**RECORDS SHOWN**
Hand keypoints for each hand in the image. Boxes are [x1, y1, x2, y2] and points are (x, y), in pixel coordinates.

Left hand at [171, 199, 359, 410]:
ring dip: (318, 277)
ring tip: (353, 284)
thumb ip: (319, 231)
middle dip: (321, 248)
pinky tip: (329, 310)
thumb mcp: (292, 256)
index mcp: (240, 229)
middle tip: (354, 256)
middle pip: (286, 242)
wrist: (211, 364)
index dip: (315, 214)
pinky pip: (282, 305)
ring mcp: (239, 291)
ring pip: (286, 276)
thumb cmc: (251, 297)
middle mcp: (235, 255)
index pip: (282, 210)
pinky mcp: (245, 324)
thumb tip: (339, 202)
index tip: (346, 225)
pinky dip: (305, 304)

...

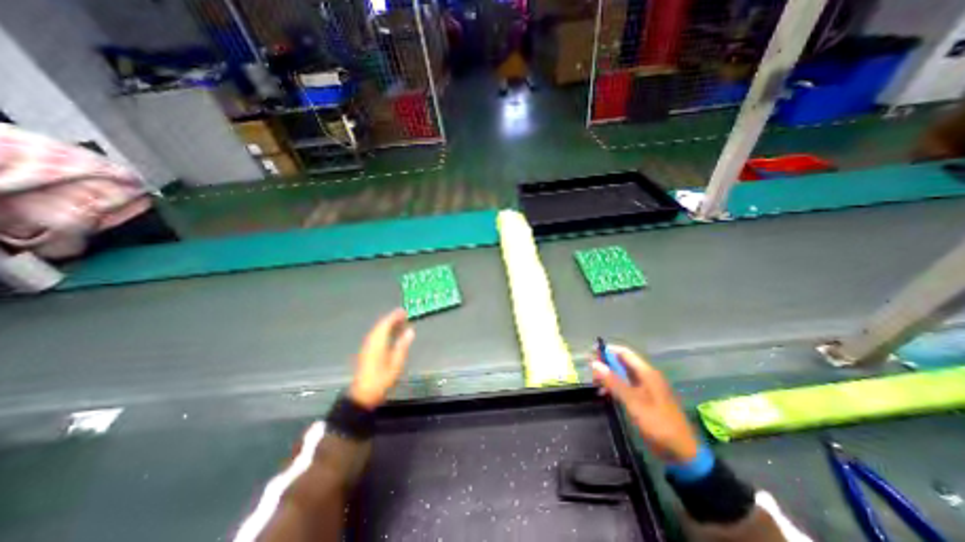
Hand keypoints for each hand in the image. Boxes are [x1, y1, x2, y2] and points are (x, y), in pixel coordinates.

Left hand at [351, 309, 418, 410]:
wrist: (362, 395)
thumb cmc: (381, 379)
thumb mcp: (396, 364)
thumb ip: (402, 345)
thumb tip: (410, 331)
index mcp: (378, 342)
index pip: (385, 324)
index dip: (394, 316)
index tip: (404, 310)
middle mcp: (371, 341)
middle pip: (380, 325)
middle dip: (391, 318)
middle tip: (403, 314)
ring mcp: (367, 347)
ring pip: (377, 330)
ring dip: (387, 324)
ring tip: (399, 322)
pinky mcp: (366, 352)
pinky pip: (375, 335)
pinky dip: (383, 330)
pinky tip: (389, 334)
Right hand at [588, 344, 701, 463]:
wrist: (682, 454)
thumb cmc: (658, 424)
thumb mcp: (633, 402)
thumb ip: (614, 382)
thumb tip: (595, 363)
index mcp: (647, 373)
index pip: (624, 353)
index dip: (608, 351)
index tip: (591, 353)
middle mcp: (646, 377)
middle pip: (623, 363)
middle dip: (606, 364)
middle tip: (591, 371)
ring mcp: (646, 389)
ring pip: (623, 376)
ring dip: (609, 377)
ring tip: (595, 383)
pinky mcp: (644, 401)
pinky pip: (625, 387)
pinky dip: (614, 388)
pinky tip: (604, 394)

* * *

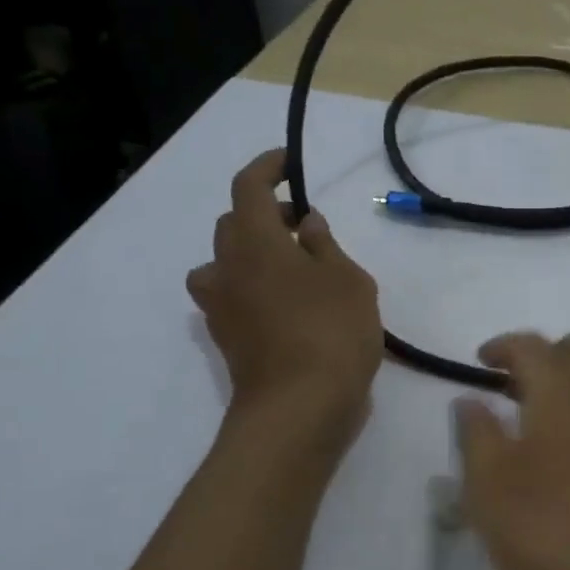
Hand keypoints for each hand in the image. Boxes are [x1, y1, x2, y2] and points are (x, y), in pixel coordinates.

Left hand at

**EXERCISE OBJECTIVE**
Repeat, exactly as they stand above, the lines from the line with "wrist: (211, 364)" to the line with "pinky dip: (305, 304)", both lines included.

**TASK ANSWER**
wrist: (211, 364)
index dip: (315, 214)
pinky pip: (282, 305)
ring mcp: (239, 291)
ring pip: (286, 276)
thumb cmc: (251, 297)
middle mcp: (235, 255)
index pip: (282, 210)
pinky mcp: (245, 324)
thumb tip: (339, 202)
index tip: (346, 225)
pinky dip: (305, 304)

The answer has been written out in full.